I have a comparison result of comparison of two floating point operands as follows; What I need to do is based on the result of comparison need to perform the following: i.e:

neon_gt_res = vcgtq_f32(temp1, temp2);
if(neon_gt_res[0]) array[0] |= (unsigned char)0x01;
if(neon_gt_res[1]) array[0] |= (unsigned char)0x02;
if(neon_gt_res[2]) array[0] |= (unsigned char)0x04;
if(neon_gt_res[3]) array[0] |= (unsigned char)0x08;

But writing like this is again equivalent to multiple comparison. How do I optimally write this in neon C intrinsics.

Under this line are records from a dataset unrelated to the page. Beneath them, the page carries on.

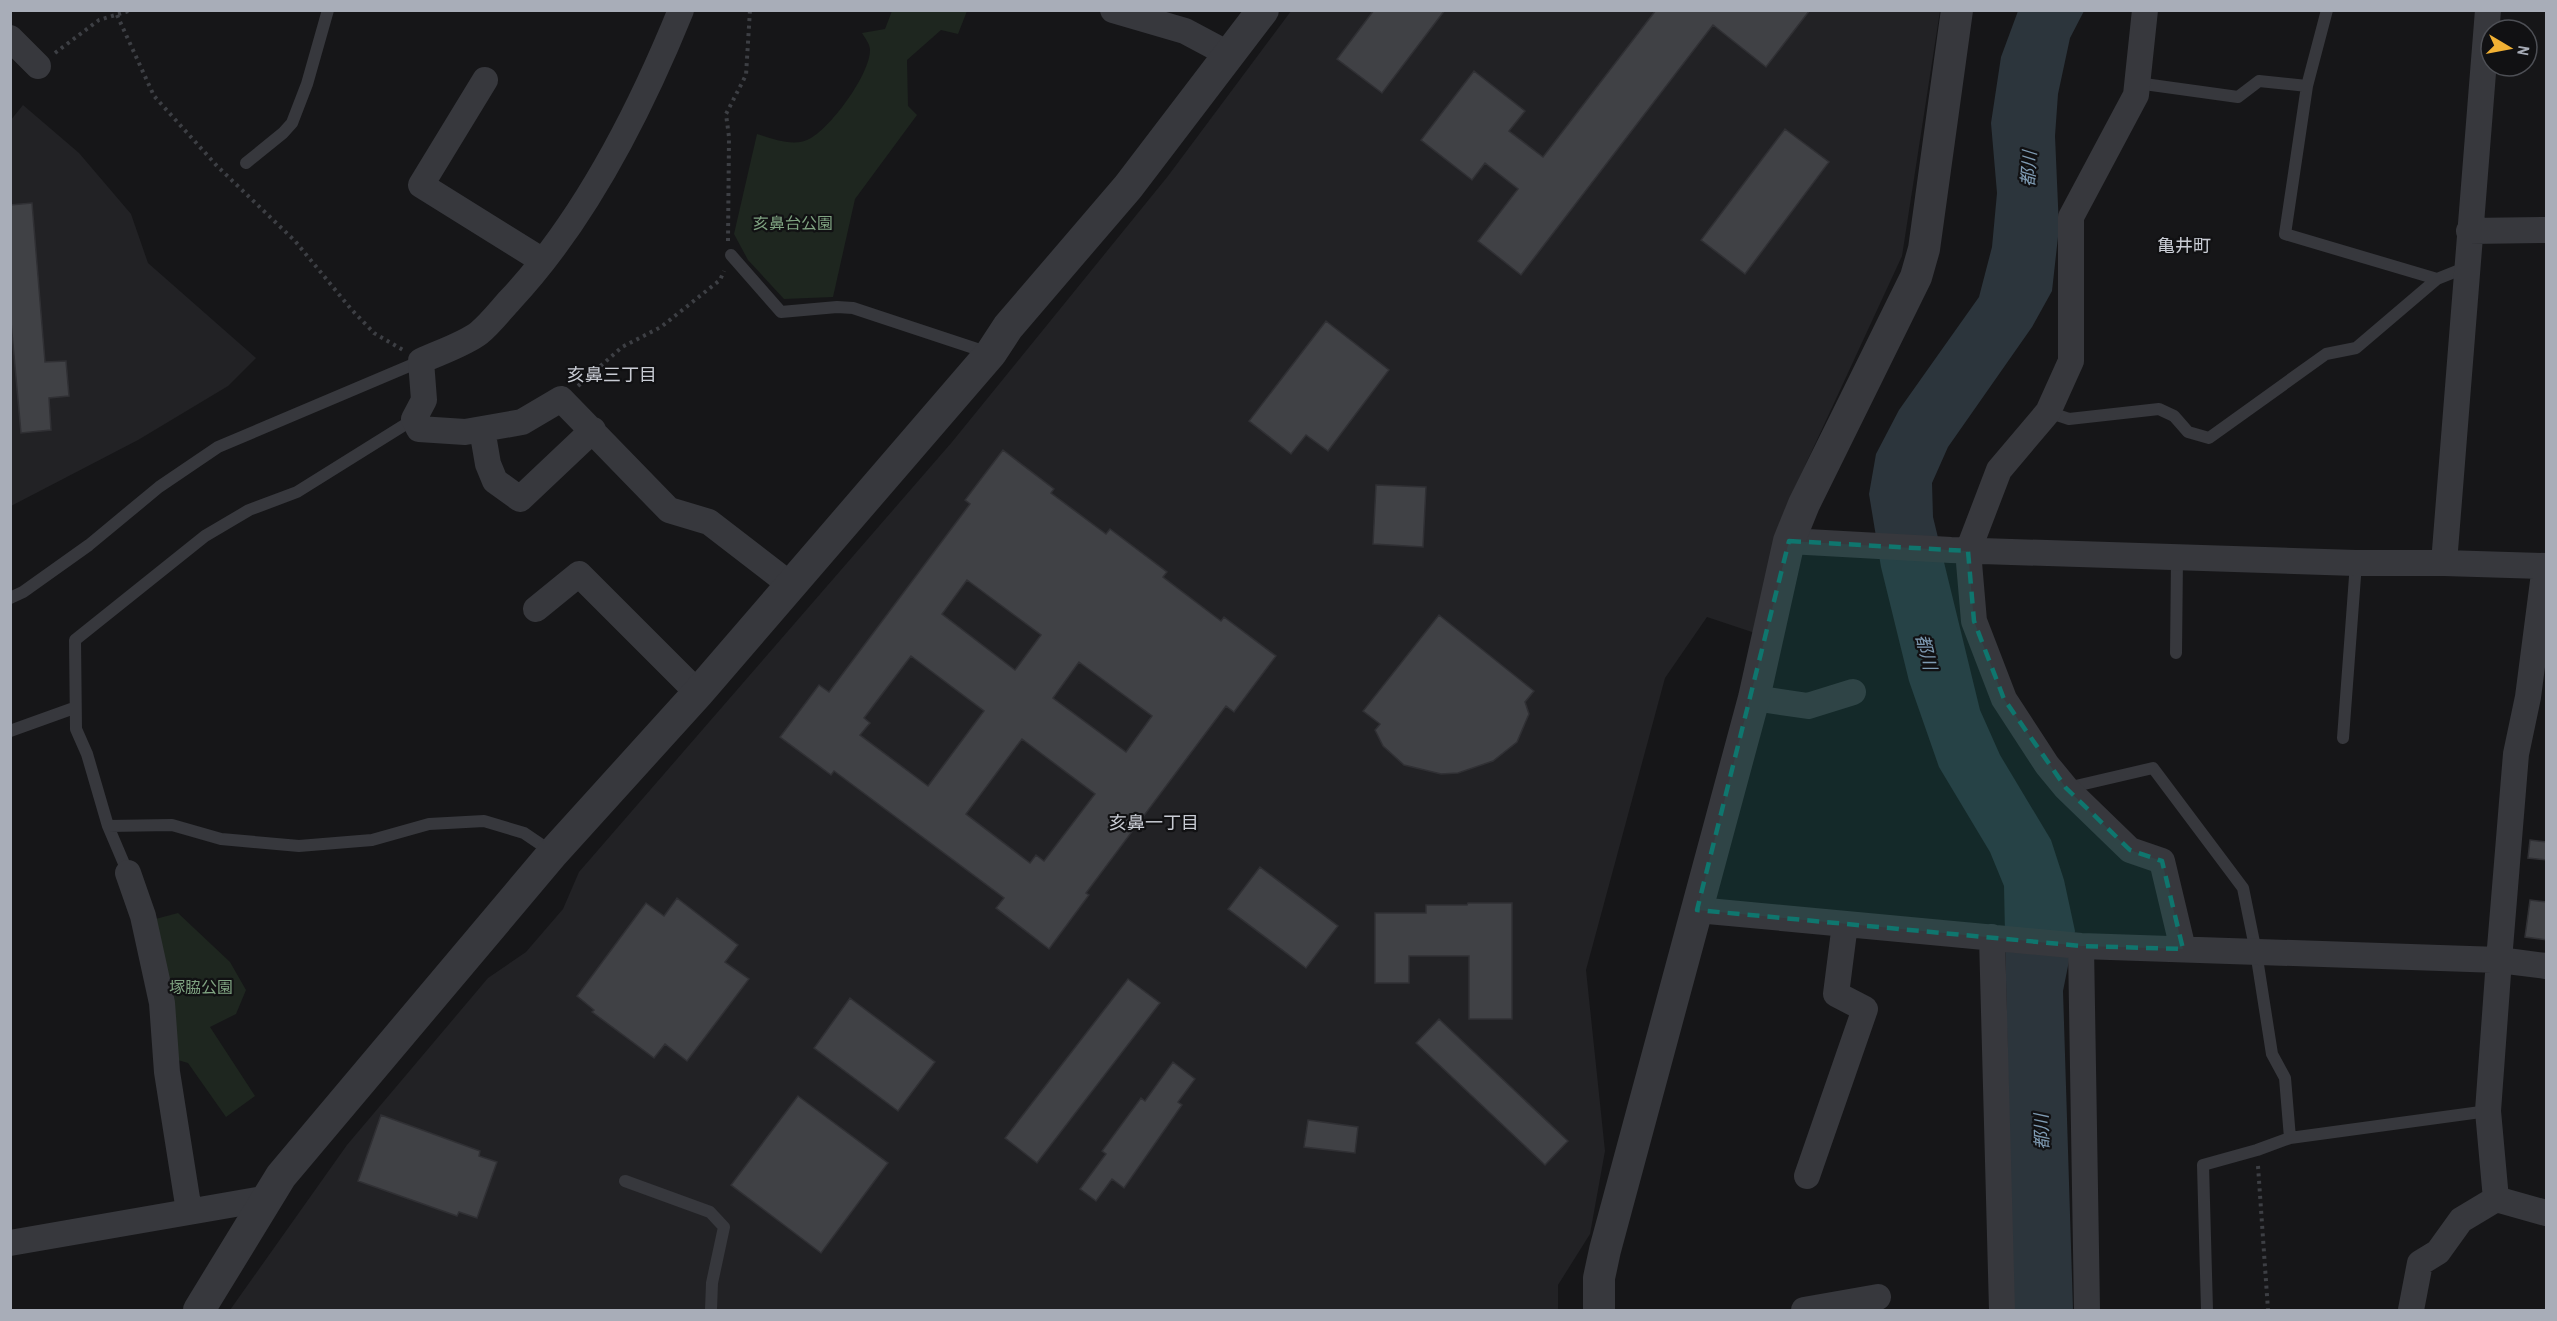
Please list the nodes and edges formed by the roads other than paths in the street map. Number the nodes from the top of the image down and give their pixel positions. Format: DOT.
graph roads {
  1 [pos="328,10"];
  2 [pos="681,10"];
  3 [pos="1113,10"];
  4 [pos="1263,10"];
  5 [pos="1957,10"];
  6 [pos="2145,10"];
  7 [pos="2327,10"];
  8 [pos="2488,10"];
  9 [pos="10,38"];
  10 [pos="1230,54"];
  11 [pos="38,66"];
  12 [pos="485,80"];
  13 [pos="2137,82"];
  14 [pos="2307,86"];
  15 [pos="246,163"];
  16 [pos="2547,230"];
  17 [pos="2469,231"];
  18 [pos="730,255"];
  19 [pos="543,261"];
  20 [pos="2467,267"];
  21 [pos="2437,279"];
  22 [pos="990,353"];
  23 [pos="421,361"];
  24 [pos="2048,412"];
  25 [pos="414,419"];
  26 [pos="482,429"];
  27 [pos="594,430"];
  28 [pos="1789,541"];
  29 [pos="1960,551"];
  30 [pos="2177,558"];
  31 [pos="2444,562"];
  32 [pos="2356,563"];
  33 [pos="2546,566"];
  34 [pos="792,585"];
  35 [pos="10,598"];
  36 [pos="536,609"];
  37 [pos="2176,653"];
  38 [pos="1853,692"];
  39 [pos="698,693"];
  40 [pos="1754,698"];
  41 [pos="74,708"];
  42 [pos="10,731"];
  43 [pos="2343,738"];
  44 [pos="2066,788"];
  45 [pos="108,826"];
  46 [pos="553,853"];
  47 [pos="128,873"];
  48 [pos="1696,910"];
  49 [pos="1845,924"];
  50 [pos="1992,937"];
  51 [pos="2081,946"];
  52 [pos="2183,949"];
  53 [pos="2256,952"];
  54 [pos="2499,960"];
  55 [pos="2547,966"];
  56 [pos="2488,1111"];
  57 [pos="2290,1138"];
  58 [pos="1807,1176"];
  59 [pos="625,1181"];
  60 [pos="269,1198"];
  61 [pos="2496,1199"];
  62 [pos="189,1211"];
  63 [pos="2547,1213"];
  64 [pos="10,1243"];
  65 [pos="1878,1297"];
  66 [pos="199,1311"];
  67 [pos="711,1311"];
  68 [pos="1599,1311"];
  69 [pos="1804,1311"];
  70 [pos="2002,1311"];
  71 [pos="2087,1311"];
  72 [pos="2207,1311"];
  73 [pos="2411,1311"];
  1 -- 15 [label="lane"];
  2 -- 19 [label="street"];
  3 -- 10 [label="street"];
  4 -- 10 [label="street"];
  5 -- 28 [label="street"];
  6 -- 13 [label="street"];
  7 -- 14 [label="lane"];
  8 -- 17 [label="street"];
  9 -- 11 [label="street"];
  10 -- 22 [label="street"];
  12 -- 19 [label="street"];
  13 -- 14 [label="lane"];
  13 -- 24 [label="street"];
  14 -- 21 [label="lane"];
  16 -- 17 [label="street"];
  17 -- 20 [label="street"];
  18 -- 22 [label="lane"];
  19 -- 23 [label="street"];
  20 -- 21 [label="lane"];
  20 -- 31 [label="street"];
  21 -- 24 [label="lane"];
  22 -- 34 [label="street"];
  23 -- 25 [label="street"];
  23 -- 35 [label="lane"];
  24 -- 29 [label="street"];
  25 -- 26 [label="street"];
  25 -- 41 [label="lane"];
  26 -- 27 [label="street"];
  26 -- 27 [label="street"];
  27 -- 34 [label="street"];
  28 -- 29 [label="street"];
  28 -- 40 [label="street"];
  29 -- 30 [label="street"];
  29 -- 44 [label="street"];
  30 -- 32 [label="street"];
  30 -- 37 [label="lane"];
  31 -- 32 [label="street"];
  31 -- 33 [label="street"];
  32 -- 43 [label="lane"];
  33 -- 54 [label="street"];
  34 -- 39 [label="street"];
  36 -- 39 [label="street"];
  38 -- 40 [label="street"];
  39 -- 46 [label="street"];
  40 -- 48 [label="street"];
  41 -- 42 [label="lane"];
  41 -- 45 [label="lane"];
  44 -- 52 [label="street"];
  44 -- 53 [label="lane"];
  45 -- 46 [label="lane"];
  45 -- 47 [label="lane"];
  46 -- 60 [label="street"];
  47 -- 62 [label="street"];
  48 -- 49 [label="street"];
  48 -- 68 [label="street"];
  49 -- 50 [label="street"];
  49 -- 58 [label="street"];
  50 -- 51 [label="street"];
  50 -- 70 [label="street"];
  51 -- 52 [label="street"];
  51 -- 71 [label="street"];
  52 -- 53 [label="street"];
  53 -- 54 [label="street"];
  53 -- 57 [label="lane"];
  54 -- 55 [label="street"];
  54 -- 56 [label="street"];
  56 -- 57 [label="lane"];
  56 -- 61 [label="street"];
  57 -- 72 [label="lane"];
  59 -- 67 [label="lane"];
  60 -- 62 [label="street"];
  60 -- 66 [label="street"];
  61 -- 63 [label="street"];
  61 -- 73 [label="street"];
  62 -- 64 [label="street"];
  65 -- 69 [label="street"];
}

On x86, this would be array[0] |= _mm_movemask_ps(cmp_gt_res);

What type is `array[]`? I'm assuming it's an array of bytes, but which your C sort of implies. You'd want a vector of `1 2 4 8` which you mask with the compare result. But then you'd need a shuffle to pack that result into the low 4 bytes of a NEON register, I think. I don't know NEON very well, but probably if you can do that, you'd then want to do a 32-bit load of the array, do a packed OR, and store. — Peter Cordes, Oct 04 '17 at 16:31
array[] is of type unsigned char. The compare result is of type int32x4_t hence I cannot use that mask. Is there any other way to help me with this — Lakshmi, Oct 04 '17 at 16:57
But doesn't NEON have any byte-shuffle instructions you could use to pack 1 byte from each element of the compare result? — Peter Cordes, Oct 04 '17 at 17:03
I don't know how I can do that; Each lane in that result vector is 4 bytes. Too many unpacking will not benefit the neon optimisation. — Lakshmi, Oct 04 '17 at 17:13
`neon_gt_result &= (appropriate_vectype){1,2,4,8}; neon_gt_result2 = vpadd_appropriate_size(neon_gt_result); neon_gt_result3 = vpadd_twice_appropriate_size(neon_gt_result2); appropriate_read_modify_write_sequence(neon_gt_result3, array);` That's two extra `vpadd()` instructions and a bitwise AND in addition to your comparison. I'd say that's pretty good, I'd be more worried about the memory interaction. — EOF, Oct 04 '17 at 19:28
Oh, I missed that these are all going into the same byte, like x86 SSE `movmskps`. I was thinking @Lakshmi wanted to update `array[0]`, `array[1]`, ... `array[3]`. I updated the title to make it more specific. — Peter Cordes, Oct 04 '17 at 21:36
Related: [SSE _mm_movemask_epi8 equivalent method for ARM NEON](https://stackoverflow.com/questions/11870910/sse-mm-movemask-epi8-equivalent-method-for-arm-neon): the 8-bit element equivalent of this, producing a bitmap of 16 single-byte elements. — Peter Cordes, Mar 26 '18 at 19:16

Jake 'Alquimista' LEE · Answer 1 · 2017-10-17T10:56:03.187

3

vmov.i32 qmask, #1
vand qres, qmask, qres
vsra.u64 qres, qres, #30
vsli.64 dres_bottom, dres_top, #2

And you have the bits you need at the four least significant bits of qres.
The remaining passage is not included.